§ **DESCRIPTION OF THE TASK**
What's needed is an exact retyping of the lines from the start of the listing up to and including the line with "middle tip: (289, 171)", minus any pictures.

§ **EXERCISE MATERIALS**
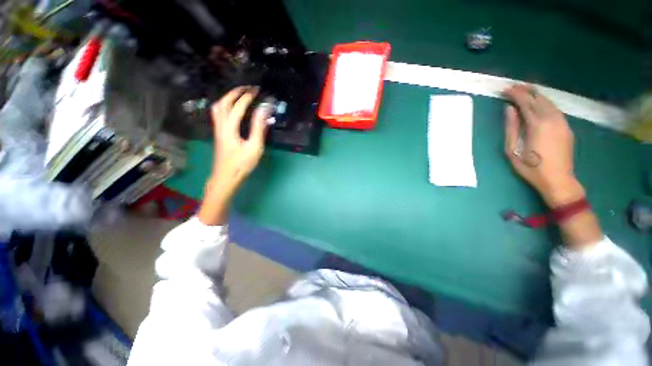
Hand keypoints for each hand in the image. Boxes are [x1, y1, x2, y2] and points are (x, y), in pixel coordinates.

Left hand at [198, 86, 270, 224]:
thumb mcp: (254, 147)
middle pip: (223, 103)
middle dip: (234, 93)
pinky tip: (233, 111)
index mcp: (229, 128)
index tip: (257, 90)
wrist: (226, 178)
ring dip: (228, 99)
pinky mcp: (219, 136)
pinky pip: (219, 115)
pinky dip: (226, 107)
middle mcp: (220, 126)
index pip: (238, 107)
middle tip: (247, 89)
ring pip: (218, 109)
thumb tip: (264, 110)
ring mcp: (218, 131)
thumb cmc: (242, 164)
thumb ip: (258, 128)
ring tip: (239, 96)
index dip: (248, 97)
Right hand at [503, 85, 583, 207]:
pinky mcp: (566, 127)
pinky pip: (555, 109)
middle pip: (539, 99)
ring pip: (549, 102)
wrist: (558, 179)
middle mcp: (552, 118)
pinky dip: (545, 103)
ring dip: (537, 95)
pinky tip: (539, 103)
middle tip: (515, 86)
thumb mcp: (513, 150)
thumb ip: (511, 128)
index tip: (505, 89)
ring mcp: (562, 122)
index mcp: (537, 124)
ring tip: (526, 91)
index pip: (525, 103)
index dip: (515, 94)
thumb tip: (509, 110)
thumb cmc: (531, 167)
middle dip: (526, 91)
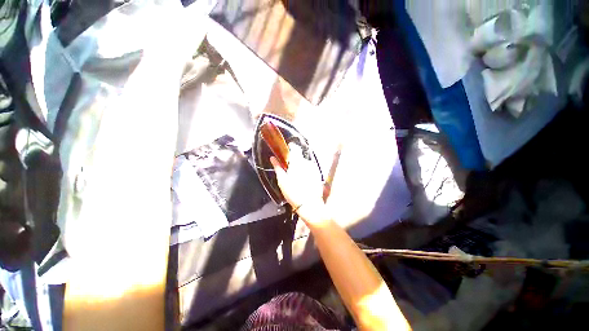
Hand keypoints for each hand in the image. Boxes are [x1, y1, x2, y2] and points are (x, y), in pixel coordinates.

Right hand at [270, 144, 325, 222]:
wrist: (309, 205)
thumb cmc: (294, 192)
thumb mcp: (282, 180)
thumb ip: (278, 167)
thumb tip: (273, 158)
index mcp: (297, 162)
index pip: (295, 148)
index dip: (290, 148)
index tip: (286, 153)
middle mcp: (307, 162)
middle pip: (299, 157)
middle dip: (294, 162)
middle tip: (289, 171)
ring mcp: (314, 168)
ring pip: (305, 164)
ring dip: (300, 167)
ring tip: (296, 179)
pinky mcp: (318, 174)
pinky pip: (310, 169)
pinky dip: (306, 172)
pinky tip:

§ **OUTPUT FOR THIS TASK**
Hand keypoints for each hand in the image. Boxes are [x1, y1, x2, y2] and points are (x, y), in pixel coordinates.

Left hand at [198, 86, 270, 224]:
thumb mcp: (254, 147)
middle pip: (223, 103)
middle dip: (234, 93)
pinky tip: (233, 111)
index mcp: (229, 128)
index tip: (257, 90)
wrist: (226, 178)
ring dip: (228, 99)
pinky mcp: (219, 136)
pinky pip: (219, 115)
pinky dip: (226, 107)
middle mcp: (220, 126)
index pip: (238, 107)
middle tip: (247, 89)
ring pip: (218, 109)
thumb tip: (264, 110)
ring mcp: (218, 131)
thumb cmc: (242, 164)
thumb ip: (258, 128)
ring tip: (239, 96)
index dip: (248, 97)
Right hand at [503, 85, 583, 207]:
pinky mcp: (566, 127)
pinky pip: (555, 109)
middle pip: (539, 99)
ring pip: (549, 102)
wrist: (558, 179)
middle mcp: (552, 118)
pinky dip: (545, 103)
ring dip: (537, 95)
pinky tip: (539, 103)
middle tip: (515, 86)
thumb mcp: (513, 150)
thumb ip: (511, 128)
index tip: (505, 89)
ring mcp: (562, 122)
index mcp: (537, 124)
ring tip: (526, 91)
index pip: (525, 103)
index dip: (515, 94)
thumb tip: (509, 110)
thumb cmc: (531, 167)
middle dip: (526, 91)
Hand keypoints for each hand in the image. Boxes are [x1, y1, x2, y2] and points are (x, y), in pixel coordinates.

Right hand at [270, 144, 325, 222]:
wrist: (309, 205)
thumb cmc: (294, 192)
thumb mcp: (282, 180)
thumb ip: (278, 167)
thumb tip: (273, 158)
index mcp: (297, 162)
index pip: (295, 148)
index dip: (290, 148)
index tip: (286, 153)
middle mcp: (307, 162)
middle pip: (299, 157)
middle dip: (294, 162)
middle tip: (289, 171)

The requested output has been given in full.